Frank Arthur McElwain (December 14, 1875 – September 19, 1957) was a Bishop of Minnesota in The Episcopal Church.

==Early life and education==
McElwain was born on December 14, 1875, in Warsaw, New York, the son of James Frank McElwain and Mary Stewart Arthur. He studied at Trinity College from where he graduated with a Bachelor of Arts in 1899, a Master of Arts in 1902, and awarded a Doctor of Divinity in 1913. He also earned a Bachelor of Divinity from Seabury-Western Theological Seminary in 1902.

==Ordained ministry==
McElwain was ordained deacon on June 11, 1902, and priest on February 6, 1903, by Bishop Edward Robert Atwill.

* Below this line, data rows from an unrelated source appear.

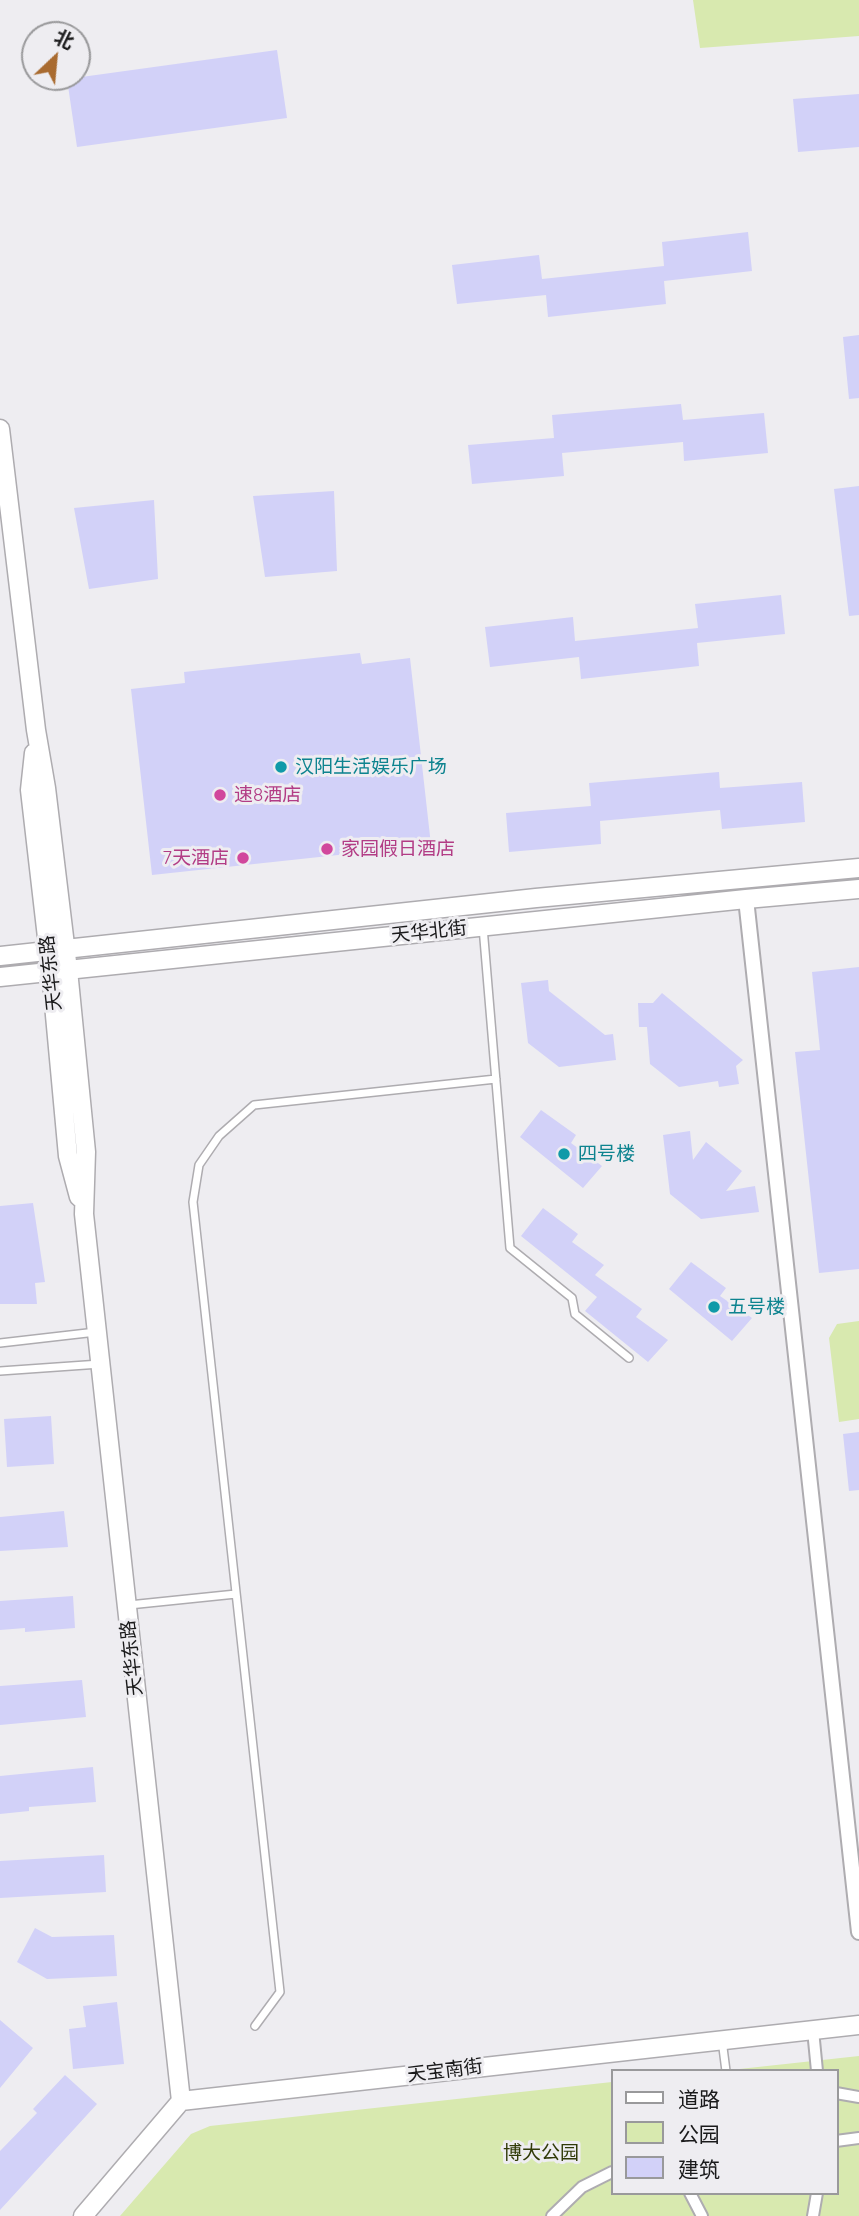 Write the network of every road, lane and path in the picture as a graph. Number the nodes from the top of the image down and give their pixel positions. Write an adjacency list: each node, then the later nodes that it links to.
1 (0, 429): 6 (street, 天华东路)
2 (859, 868): 6 (street, 天华北街)
3 (859, 889): 4 (street, 天华北街)
4 (746, 899): 5 (street, 天华北街); 18 (street)
5 (483, 926): 8 (street, 天华北街); 10 (lane)
6 (57, 949): 7 (street, 天华北街); 8 (street, 天华东路)
7 (0, 956)
8 (60, 971): 9 (street, 天华北街); 11 (street, 天华东路)
9 (0, 977)
10 (496, 1079): 13 (lane); 16 (lane)
11 (97, 1332): 12 (lane); 14 (street, 天华东路)
12 (0, 1343)
13 (629, 1358)
14 (100, 1364): 15 (lane); 17 (street, 天华东路)
15 (0, 1371)
16 (236, 1594): 17 (lane); 19 (lane)
17 (127, 1605): 27 (street, 天华东路)
18 (859, 1932)
19 (255, 2025)
20 (859, 2025): 21 (street, 天宝南街)
21 (813, 2030): 22 (street, 天宝南街); 24 (street)
22 (722, 2040): 23 (lane); 27 (street, 天宝南街)
23 (726, 2069)
24 (817, 2069)
25 (838, 2093): 26 (street)
26 (859, 2097)
27 (181, 2101): 33 (street)
28 (859, 2138): 29 (street)
29 (838, 2141)
30 (610, 2173): 34 (street)
31 (691, 2195): 35 (street)
32 (817, 2195): 36 (street)
33 (83, 2216)
34 (552, 2216)
35 (702, 2216)
36 (813, 2216) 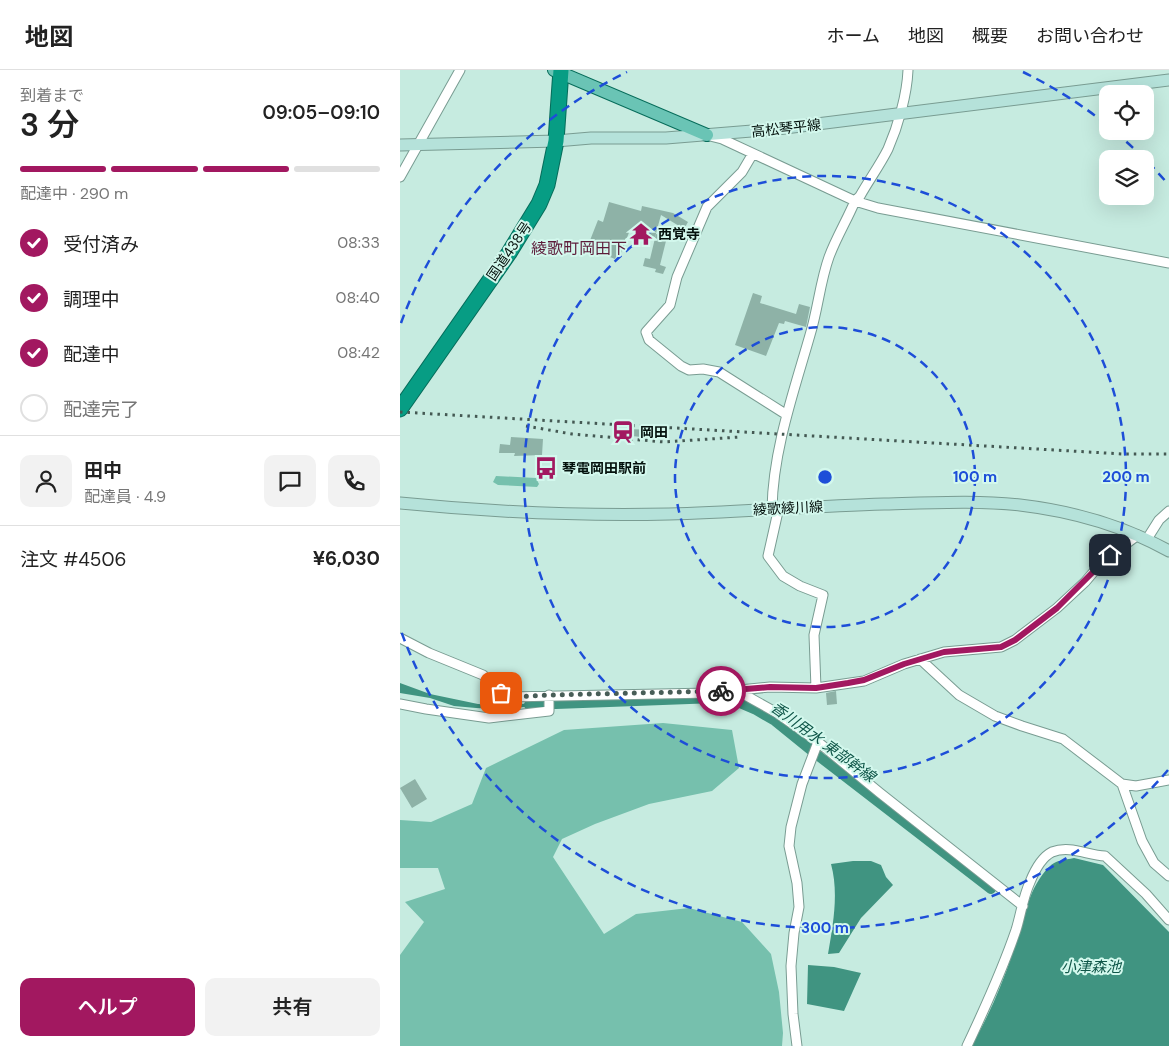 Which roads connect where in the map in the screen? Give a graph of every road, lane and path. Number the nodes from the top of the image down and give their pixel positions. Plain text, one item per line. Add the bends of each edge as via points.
1 (460, 70) edge
2 (908, 70) edge
3 (559, 71) edge
4 (1169, 80) edge
5 (900, 114) junction
6 (707, 135) junction
7 (556, 141) junction
8 (400, 145) edge
9 (419, 145) junction
10 (752, 155) junction
11 (400, 177) edge
12 (855, 201) junction
13 (1169, 263) edge
14 (400, 409) edge
15 (787, 416) junction
16 (400, 503) edge
17 (775, 509) junction
18 (1169, 510) edge
19 (1143, 537) junction
20 (1169, 550) edge
21 (400, 638) edge
22 (920, 659) junction
23 (816, 688) junction
24 (736, 690) junction
25 (549, 701) junction
26 (400, 704) edge
27 (818, 742) junction
28 (1169, 780) edge
29 (1122, 784) junction
30 (1169, 876) edge
31 (1023, 906) junction
32 (1169, 920) edge
33 (797, 1046) edge
34 (967, 1046) edge

1 - 9 street
2 - 5 street
3 - 6 main road
3 - 7 highway, 国道438号
4 - 5 main road, 高松琴平線
5 - 6 main road, 高松琴平線
5 - 12 street via 887,150
6 - 7 main road, 高松琴平線
6 - 10 street
7 - 9 main road, 高松琴平線
7 - 14 highway, 国道438号 via 540,204
8 - 9 main road, 高松琴平線
9 - 11 street
10 - 12 street
10 - 15 street via 742,172 707,207 677,277 670,305 646,332 649,340 681,366 689,370 719,372
12 - 13 street via 907,214
12 - 15 street via 830,256
15 - 17 street via 777,467
16 - 17 main road, 綾歌綾川線 via 475,511 592,515
17 - 19 main road, 綾歌綾川線 via 925,503 1020,505 1061,513
17 - 23 street via 777,516 768,556 783,576 824,595 814,635
18 - 19 street
19 - 20 main road, 綾歌綾川線
19 - 22 street via 1103,561 1057,608 1015,640 1001,647 944,652
21 - 25 street via 484,675 505,697
22 - 23 street via 864,680
22 - 29 street via 959,695 995,716 1063,739
23 - 24 street
24 - 25 street
24 - 27 street
25 - 26 street via 549,711 489,718
27 - 31 street
27 - 33 street via 790,827 789,846 800,907 791,966
28 - 29 street via 1136,786
29 - 30 street via 1142,840 1154,863
31 - 32 street via 1029,883 1050,853 1079,850 1105,856
31 - 34 street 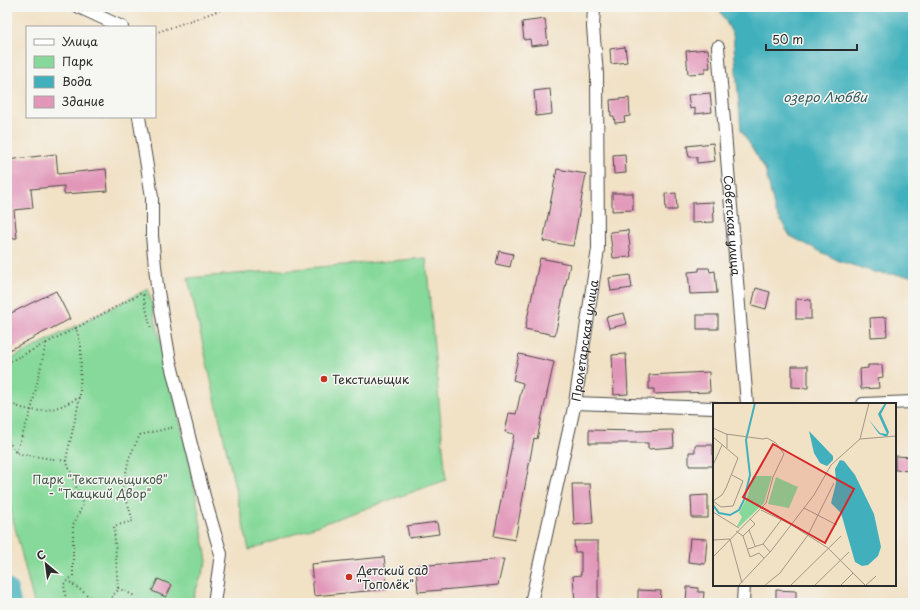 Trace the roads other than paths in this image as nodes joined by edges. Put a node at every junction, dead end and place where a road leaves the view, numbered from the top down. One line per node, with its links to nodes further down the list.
1 (79, 7): 3 (street)
2 (594, 7): 7 (street, Пролетарская улица)
3 (120, 26)
4 (718, 46): 8 (street, Советская улица)
5 (139, 118): 12 (street)
6 (913, 402): 9 (street)
7 (575, 403): 10 (street); 13 (street, Пролетарская улица)
8 (747, 403)
9 (888, 403)
10 (713, 408)
11 (744, 586): 14 (street)
12 (214, 603)
13 (531, 603)
14 (743, 603)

He then ministered in Missouri between 1902 and 1905. In 1905, he became an instructor in the Old and New Testament at the Seabury Divinity School, while in 1907, he was elected warden of the school.

==Bishop==
McElwain was elected Suffragan Bishop of Minnesota in 1912, and was consecrated in the Cathedral of Our Merciful Saviour on October 30, 1912. He was elected diocesan bishop on May 23, 1917, and served as diocesan bishop from 1917 until 1943. McElwain also served as dean of Seabury-Western Theological Seminary and was the author of The Permanent Element in Old Testament Prophecy.